** Opening Material supplied block **

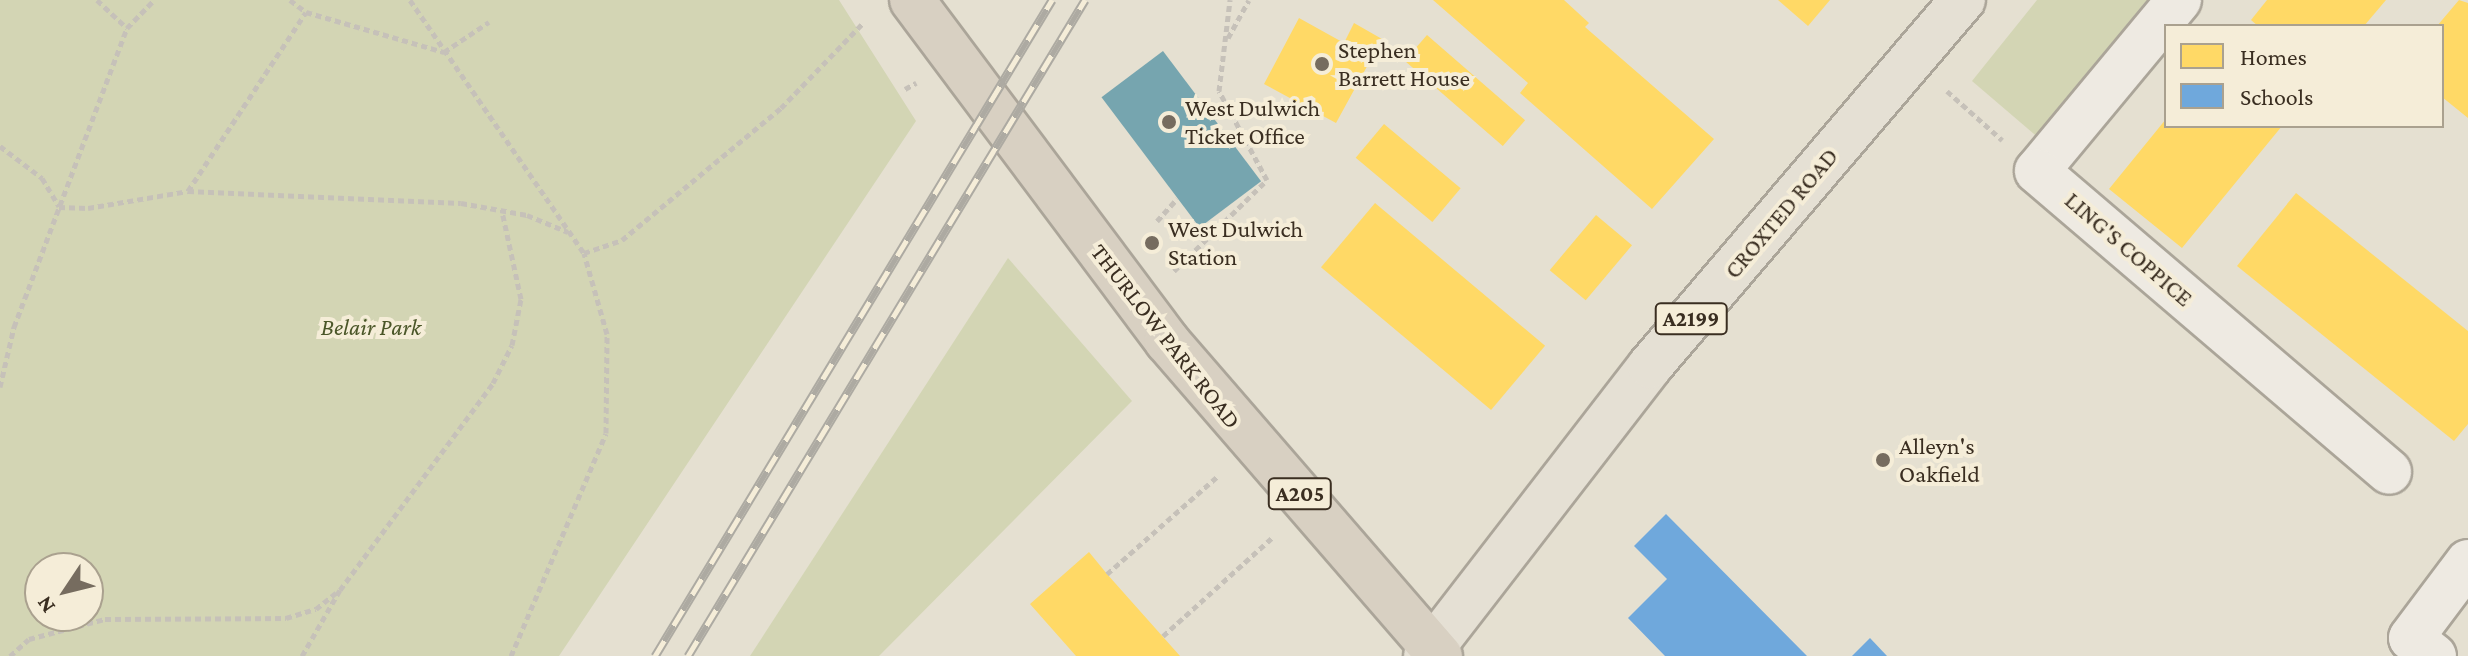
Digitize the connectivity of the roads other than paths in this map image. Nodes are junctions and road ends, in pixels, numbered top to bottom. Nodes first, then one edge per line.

** Closing Material supplied block **
** Opening Material supplied block **

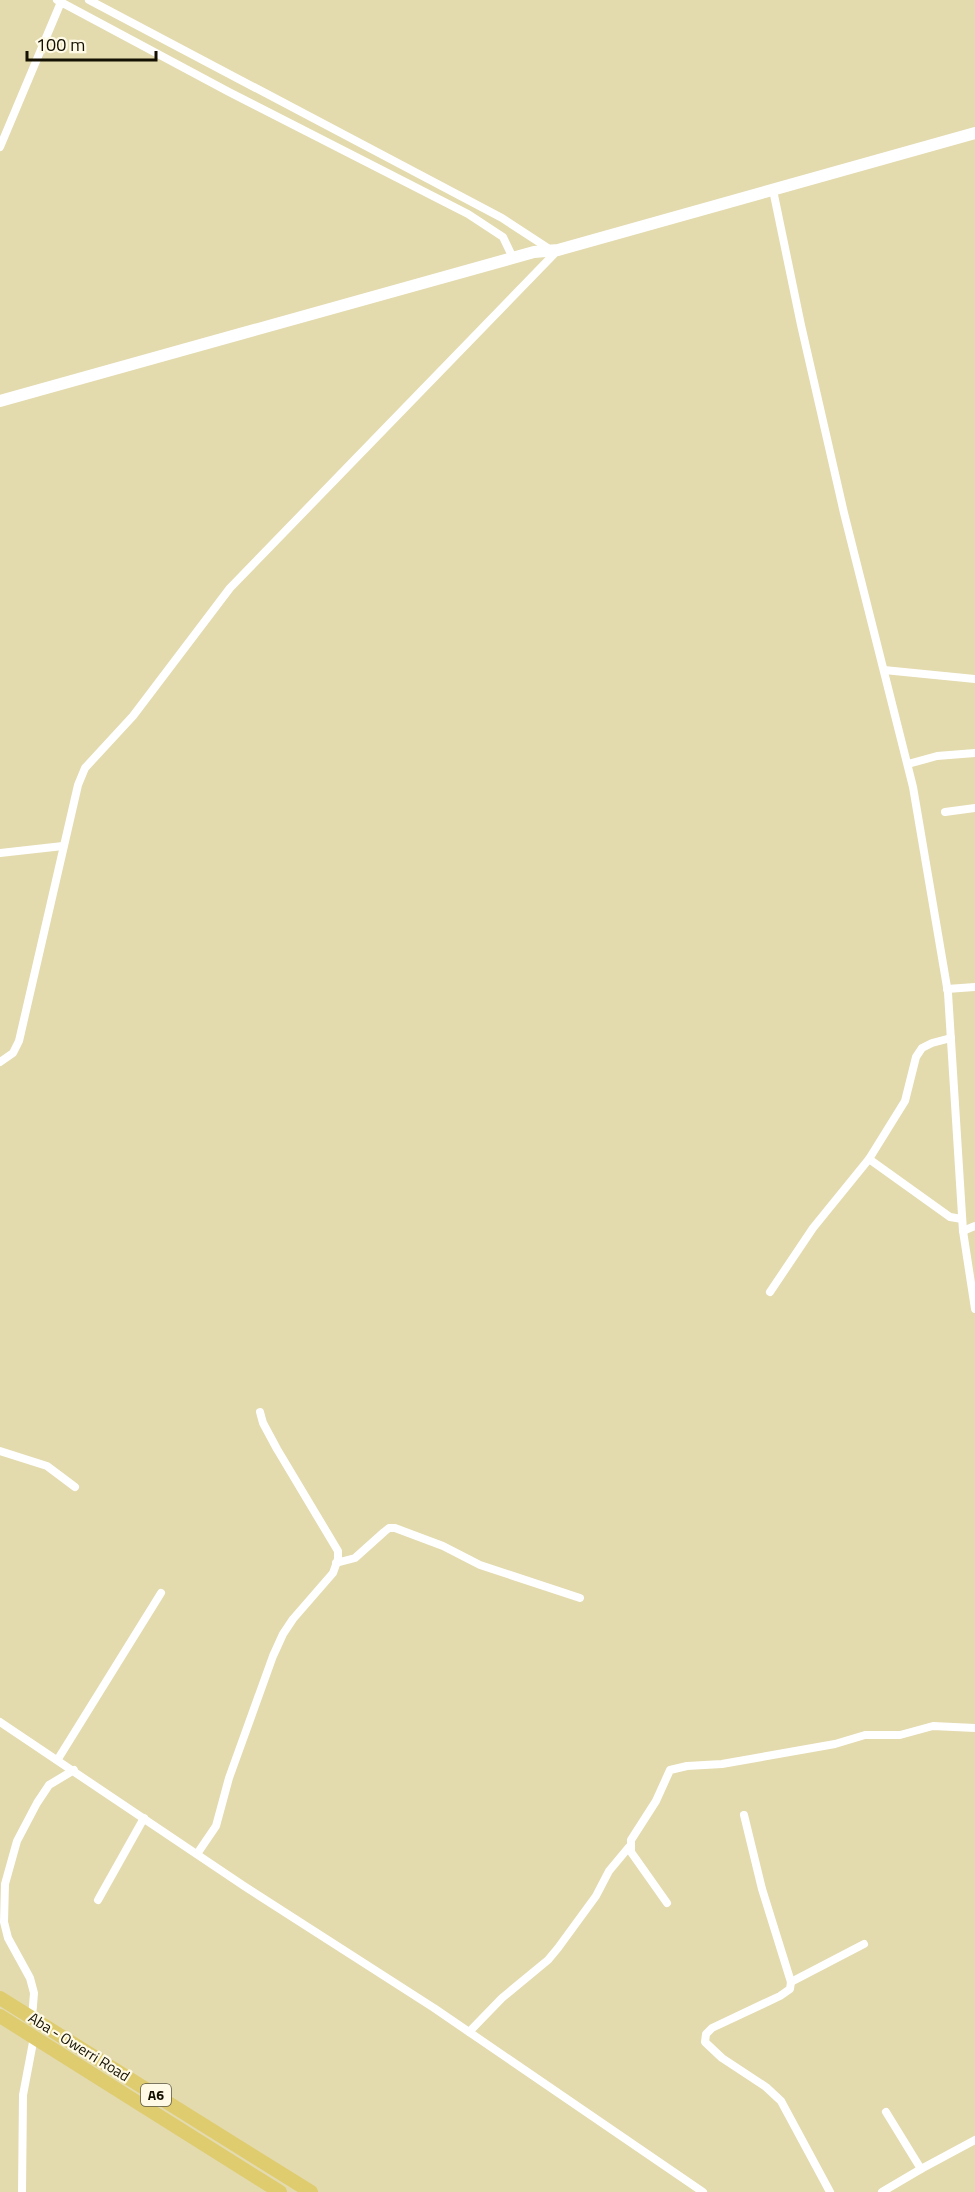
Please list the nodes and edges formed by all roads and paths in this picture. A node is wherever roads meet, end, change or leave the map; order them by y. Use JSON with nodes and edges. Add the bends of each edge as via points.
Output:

** Closing Material supplied block **

* _Assignment_: A single figure is required: the number of lines above in which the word "paths" occurs.

* _Result of the exercise_: 2